Using this awaitable class my sample CPU code was able to “await” at a rate of 0.8 Mhz which is much to low for a gameboy which clocks at 4 MHz and I was about to give up. But after some searching the internet I stumbled upon Task-Types. So what if i remove every multi-threading safety net that the task-type might have and reduce async / await to the statemachine that it is at its heart. And the results looked very promising. I was able to increase the awaiting rate to 30 Mhz. I know this classes should not be used outside of this scope but the emulator code can be much more elegant if you can just await the next clock cycle and continue your work! I guess I can increase the clockspead even further by reducing the allocations.
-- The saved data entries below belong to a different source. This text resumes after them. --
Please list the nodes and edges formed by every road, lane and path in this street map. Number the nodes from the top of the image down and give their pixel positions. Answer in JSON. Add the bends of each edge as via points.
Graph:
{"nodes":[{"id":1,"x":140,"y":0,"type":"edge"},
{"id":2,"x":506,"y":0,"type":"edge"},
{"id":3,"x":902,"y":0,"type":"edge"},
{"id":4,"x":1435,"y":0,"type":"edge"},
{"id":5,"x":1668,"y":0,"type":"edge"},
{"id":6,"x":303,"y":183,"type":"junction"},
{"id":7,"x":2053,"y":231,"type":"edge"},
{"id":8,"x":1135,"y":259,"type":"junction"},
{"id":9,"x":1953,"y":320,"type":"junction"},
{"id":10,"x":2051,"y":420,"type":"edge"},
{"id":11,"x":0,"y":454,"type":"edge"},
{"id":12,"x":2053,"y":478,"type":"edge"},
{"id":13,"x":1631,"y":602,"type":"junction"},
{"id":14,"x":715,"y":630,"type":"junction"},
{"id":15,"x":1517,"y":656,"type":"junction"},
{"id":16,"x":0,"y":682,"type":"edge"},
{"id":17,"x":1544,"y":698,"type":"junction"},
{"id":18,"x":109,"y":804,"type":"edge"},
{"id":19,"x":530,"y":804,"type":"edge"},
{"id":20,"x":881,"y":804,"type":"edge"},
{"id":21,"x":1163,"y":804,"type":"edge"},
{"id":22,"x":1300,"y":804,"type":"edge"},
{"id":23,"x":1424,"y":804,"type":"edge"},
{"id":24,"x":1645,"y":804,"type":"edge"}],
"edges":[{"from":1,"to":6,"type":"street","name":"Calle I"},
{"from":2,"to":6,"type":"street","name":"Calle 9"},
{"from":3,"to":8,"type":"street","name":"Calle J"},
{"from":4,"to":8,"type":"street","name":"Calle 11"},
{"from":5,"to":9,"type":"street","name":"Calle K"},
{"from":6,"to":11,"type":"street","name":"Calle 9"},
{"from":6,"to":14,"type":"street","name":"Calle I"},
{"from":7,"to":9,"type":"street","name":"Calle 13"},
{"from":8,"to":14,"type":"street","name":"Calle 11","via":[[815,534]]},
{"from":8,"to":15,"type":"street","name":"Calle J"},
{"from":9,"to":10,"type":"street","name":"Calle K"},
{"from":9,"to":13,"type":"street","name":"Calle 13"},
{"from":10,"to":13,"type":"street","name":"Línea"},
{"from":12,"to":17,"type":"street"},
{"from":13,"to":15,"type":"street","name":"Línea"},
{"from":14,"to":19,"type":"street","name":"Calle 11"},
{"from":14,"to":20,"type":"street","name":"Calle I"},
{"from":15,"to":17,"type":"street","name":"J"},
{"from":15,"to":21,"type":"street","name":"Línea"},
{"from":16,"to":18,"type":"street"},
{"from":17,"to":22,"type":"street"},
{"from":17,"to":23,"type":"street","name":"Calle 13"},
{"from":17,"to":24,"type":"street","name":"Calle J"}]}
Just in case anyone wants to see the code:

 1
 2
 3
 4
 5
 6
 7
 8
 9
10
11
12
13
14
15
16
17
18
19
20
21
22
23
24
25
26
27
28
29
30
31
32
33
34
35
36
37
38
39
40
41
42
43
44
45
46
47
48
49
50
51
52
53
54
55
56
57
58
59
60
61
62
63
64
65
[AsyncMethodBuilder(typeof(AsyncStateMethodBuilder<>))]
struct AsyncState<T> : INotifyCompletion
{
     public static AsyncState<T> Completed { get; } = new AsyncState<T>(default(T)); // Can be used to prevent creating of new objects every time...
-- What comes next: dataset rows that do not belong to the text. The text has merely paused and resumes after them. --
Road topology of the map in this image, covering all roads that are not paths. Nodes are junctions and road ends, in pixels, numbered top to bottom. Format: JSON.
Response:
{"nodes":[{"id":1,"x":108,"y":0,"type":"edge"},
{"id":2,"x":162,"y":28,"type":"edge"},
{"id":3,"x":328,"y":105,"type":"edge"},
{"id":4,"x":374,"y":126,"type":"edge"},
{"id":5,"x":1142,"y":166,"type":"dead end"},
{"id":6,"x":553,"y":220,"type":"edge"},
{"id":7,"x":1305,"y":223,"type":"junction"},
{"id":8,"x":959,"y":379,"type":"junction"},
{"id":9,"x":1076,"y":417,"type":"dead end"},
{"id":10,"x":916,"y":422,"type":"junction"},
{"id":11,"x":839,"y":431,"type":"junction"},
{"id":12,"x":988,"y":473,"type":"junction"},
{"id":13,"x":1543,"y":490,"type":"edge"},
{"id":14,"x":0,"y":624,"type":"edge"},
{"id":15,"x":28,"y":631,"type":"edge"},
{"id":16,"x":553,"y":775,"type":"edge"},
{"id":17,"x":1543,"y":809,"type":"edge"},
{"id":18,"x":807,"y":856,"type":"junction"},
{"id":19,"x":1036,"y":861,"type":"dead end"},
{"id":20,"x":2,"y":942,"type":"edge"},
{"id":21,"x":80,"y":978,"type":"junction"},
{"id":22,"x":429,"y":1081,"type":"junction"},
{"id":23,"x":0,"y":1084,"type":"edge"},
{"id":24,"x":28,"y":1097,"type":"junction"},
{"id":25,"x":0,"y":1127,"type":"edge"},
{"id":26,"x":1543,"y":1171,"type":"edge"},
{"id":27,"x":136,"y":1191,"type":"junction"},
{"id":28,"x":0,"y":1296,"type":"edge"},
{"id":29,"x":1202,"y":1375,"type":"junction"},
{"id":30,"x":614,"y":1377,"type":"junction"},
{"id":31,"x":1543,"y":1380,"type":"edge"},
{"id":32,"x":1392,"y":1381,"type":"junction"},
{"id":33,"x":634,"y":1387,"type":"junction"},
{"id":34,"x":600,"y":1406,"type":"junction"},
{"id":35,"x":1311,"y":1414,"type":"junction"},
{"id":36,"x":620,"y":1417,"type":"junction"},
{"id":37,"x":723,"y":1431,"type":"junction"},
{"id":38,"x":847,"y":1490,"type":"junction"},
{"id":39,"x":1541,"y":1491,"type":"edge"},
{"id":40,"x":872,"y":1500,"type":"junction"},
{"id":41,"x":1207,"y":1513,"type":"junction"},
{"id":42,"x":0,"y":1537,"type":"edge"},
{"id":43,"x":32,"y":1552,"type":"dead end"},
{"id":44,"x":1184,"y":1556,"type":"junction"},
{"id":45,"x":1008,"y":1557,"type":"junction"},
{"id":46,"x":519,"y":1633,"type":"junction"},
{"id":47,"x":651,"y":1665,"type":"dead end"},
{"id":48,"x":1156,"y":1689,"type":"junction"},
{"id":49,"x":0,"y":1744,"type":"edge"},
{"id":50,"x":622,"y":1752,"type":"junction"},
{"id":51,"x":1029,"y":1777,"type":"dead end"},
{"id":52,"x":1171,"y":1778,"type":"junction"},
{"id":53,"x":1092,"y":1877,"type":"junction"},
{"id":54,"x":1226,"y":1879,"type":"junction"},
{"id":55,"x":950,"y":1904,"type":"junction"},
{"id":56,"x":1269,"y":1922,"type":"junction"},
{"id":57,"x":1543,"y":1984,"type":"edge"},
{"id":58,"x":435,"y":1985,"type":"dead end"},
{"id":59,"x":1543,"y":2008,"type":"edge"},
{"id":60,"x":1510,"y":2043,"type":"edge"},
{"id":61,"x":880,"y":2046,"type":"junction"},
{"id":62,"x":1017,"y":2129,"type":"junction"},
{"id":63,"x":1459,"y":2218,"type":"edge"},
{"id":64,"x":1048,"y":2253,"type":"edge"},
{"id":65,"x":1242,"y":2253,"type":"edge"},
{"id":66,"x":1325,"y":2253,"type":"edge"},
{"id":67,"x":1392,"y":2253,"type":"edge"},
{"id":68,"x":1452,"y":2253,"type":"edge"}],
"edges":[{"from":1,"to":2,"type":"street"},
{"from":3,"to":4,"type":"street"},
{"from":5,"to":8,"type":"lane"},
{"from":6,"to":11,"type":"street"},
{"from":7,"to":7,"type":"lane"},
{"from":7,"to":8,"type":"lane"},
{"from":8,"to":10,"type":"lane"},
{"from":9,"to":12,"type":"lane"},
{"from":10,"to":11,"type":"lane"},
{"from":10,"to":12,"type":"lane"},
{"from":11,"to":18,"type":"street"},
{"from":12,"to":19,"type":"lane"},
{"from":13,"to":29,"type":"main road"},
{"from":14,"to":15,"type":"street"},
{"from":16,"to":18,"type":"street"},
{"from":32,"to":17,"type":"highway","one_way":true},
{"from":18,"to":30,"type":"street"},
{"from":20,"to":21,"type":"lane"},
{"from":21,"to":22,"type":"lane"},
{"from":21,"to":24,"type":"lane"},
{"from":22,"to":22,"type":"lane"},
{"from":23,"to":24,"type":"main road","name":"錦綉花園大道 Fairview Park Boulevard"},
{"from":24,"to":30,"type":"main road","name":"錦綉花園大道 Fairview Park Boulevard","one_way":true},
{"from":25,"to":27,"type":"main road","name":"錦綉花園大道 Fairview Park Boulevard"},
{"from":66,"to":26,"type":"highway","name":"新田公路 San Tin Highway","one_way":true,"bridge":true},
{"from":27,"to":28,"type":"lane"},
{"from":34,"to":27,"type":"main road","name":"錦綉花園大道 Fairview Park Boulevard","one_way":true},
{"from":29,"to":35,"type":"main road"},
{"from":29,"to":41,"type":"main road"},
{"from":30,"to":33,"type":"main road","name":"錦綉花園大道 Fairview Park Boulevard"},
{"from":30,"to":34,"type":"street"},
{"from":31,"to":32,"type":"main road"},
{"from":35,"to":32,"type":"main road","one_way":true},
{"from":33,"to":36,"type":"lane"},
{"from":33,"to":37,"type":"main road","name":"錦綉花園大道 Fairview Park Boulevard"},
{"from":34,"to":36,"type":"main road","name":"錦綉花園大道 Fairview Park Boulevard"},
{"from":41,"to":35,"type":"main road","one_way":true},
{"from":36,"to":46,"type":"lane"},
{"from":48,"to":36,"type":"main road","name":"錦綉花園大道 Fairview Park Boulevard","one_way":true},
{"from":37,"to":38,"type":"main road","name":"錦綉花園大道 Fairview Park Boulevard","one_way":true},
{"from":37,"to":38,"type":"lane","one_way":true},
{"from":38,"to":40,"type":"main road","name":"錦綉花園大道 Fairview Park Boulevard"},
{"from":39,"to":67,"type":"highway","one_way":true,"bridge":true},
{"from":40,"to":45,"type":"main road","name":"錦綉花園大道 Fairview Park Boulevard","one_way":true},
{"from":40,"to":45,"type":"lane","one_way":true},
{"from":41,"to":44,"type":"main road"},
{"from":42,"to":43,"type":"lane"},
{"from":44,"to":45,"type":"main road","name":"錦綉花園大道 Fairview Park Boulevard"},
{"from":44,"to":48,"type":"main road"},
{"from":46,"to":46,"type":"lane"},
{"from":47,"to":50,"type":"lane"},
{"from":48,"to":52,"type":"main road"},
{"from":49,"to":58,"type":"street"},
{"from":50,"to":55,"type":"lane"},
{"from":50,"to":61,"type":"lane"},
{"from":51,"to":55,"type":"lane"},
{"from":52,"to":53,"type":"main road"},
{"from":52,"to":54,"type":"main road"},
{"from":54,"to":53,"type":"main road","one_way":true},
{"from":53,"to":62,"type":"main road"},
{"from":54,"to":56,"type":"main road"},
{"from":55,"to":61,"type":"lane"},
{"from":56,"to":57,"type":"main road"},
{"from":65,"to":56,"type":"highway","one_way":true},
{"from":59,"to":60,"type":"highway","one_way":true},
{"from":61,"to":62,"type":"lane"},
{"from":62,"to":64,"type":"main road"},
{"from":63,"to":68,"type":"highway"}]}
     private Action fContinuation;
     private T fResult;

     public bool IsCompleted { get; private set; }
     public T GetResult() => fResult;

     public AsyncState(T value)
     {
         fContinuation = null;
         fResult = value;
         IsCompleted = true;
     } 

     void INotifyCompletion.OnCompleted(Action continuation)
     {
         fContinuation += continuation;
     }

     public void SetResult(T value)
     {
         fResult = value;
         IsCompleted = true;
         fContinuation?.Invoke();
     }

     public AsyncState<T> GetAwaiter() => this;
}

struct AsyncStateMethodBuilder<T>
{
     private AsyncState<T> fTask;
     public static AsyncStateMethodBuilder<T> Create() => default;

     public void Start<TStateMachine>(ref TStateMachine stateMachine)
         where TStateMachine : IAsyncStateMachine
     {
         stateMachine.MoveNext();
     }

     public void SetStateMachine(IAsyncStateMachine stateMachine)
         => throw new NotImplementedException();

     public void SetResult(T result) => fTask.SetResult(result);
     public void SetException(Exception exception) => throw exception; // Wow this is dirty...
     public AsyncState<T> Task => fTask;

     public void AwaitOnCompleted<TAwaiter, TStateMachine>(ref TAwaiter awaiter, ref TStateMachine stateMachine)
         where TAwaiter : INotifyCompletion
         where TStateMachine : IAsyncStateMachine
     {
         awaiter.OnCompleted(stateMachine.MoveNext);
     }

     public void AwaitUnsafeOnCompleted<TAwaiter, TStateMachine>(ref TAwaiter awaiter, ref TStateMachine stateMachine)
         where TAwaiter : ICriticalNotifyCompletion
         where TStateMachine : IAsyncStateMachine
     {
         awaiter.OnCompleted(stateMachine.MoveNext);
     }
}

After some tests I realized that the main performance gain comes from the fact that the AsyncState is a struct which means no heap allocations. But this comes at a drawback:

 1
 2
 3
 4
 5
 6
 7
 8
 9
10
11
12
private AsyncState<int> DoSomething() { /*...*/ }

public async void ThisWorks()
{
    await DoSomething();
}

public async void ThisDoesNotWork()
{
    var tsk = DoSomething();
    await tsk;
}

Due to the fact that the AsyncState is a struct it is passed by value and not by reference which will lead to unexpected behavior if it is stored anywhere… Because the MoveNext is bound to the wrong awaiter and the program will never continue!